Chapter 15. Conclusion

Congratulations! We’re done.

What’s Next?

I believe that the life of any startup can be divided into two parts: before product/market fit (call this “BPMF”) and after product/market fit (“APMF”).

Marc Andreessen, “The Pmarca Guide to Startups”

Life After Product/Market Fit

Getting to product/market fit is the first significant milestone of a startup. At this stage, some level of success is almost guaranteed and your focus can now shift from learning to scaling (see Figure 15-1).

After product/market fit
Figure 15-1. After product/market fit

Along with continually tuning and resetting your engine of growth to meet customer adoption challenges as you attempt to “cross the chasm” between early adopters and mainstream customers,[25] you will inevitably also be faced with new challenges as you grow your company.

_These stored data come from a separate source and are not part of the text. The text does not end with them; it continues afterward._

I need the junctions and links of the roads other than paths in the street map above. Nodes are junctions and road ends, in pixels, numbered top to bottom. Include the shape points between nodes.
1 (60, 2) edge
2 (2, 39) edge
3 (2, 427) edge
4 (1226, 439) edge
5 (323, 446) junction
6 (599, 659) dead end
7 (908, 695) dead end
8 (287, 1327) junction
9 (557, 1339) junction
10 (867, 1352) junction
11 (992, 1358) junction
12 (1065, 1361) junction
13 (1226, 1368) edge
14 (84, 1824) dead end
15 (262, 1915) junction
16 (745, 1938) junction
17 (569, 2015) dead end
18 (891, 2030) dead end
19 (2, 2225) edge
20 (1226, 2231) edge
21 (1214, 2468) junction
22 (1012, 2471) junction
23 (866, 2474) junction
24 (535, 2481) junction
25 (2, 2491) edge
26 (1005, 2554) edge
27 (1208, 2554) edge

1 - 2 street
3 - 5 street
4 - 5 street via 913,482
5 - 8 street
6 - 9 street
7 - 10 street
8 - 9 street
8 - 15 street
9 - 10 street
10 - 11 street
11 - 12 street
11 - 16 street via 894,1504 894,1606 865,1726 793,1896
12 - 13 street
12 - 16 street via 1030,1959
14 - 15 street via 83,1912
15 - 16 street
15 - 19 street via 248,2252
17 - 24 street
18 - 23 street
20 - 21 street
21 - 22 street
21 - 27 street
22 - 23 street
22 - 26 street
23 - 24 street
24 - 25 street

Every process works well until you add people.

The key is to build a continuous learning culture of experimenters versus specialists, where it’s everyone’s job to be accountable toward creating and capturing customer value.

The Toyota style is not to create results by working hard. It is a system that says there is no limit to people’s creativity. People don’t go to Toyota to “work,” they go there to “think.”

Taiichi Ohno

Did I Keep My Promise?

I started this book stating that no methodology can guarantee success, but I promised a repeatable, actionable process for building products, one that ...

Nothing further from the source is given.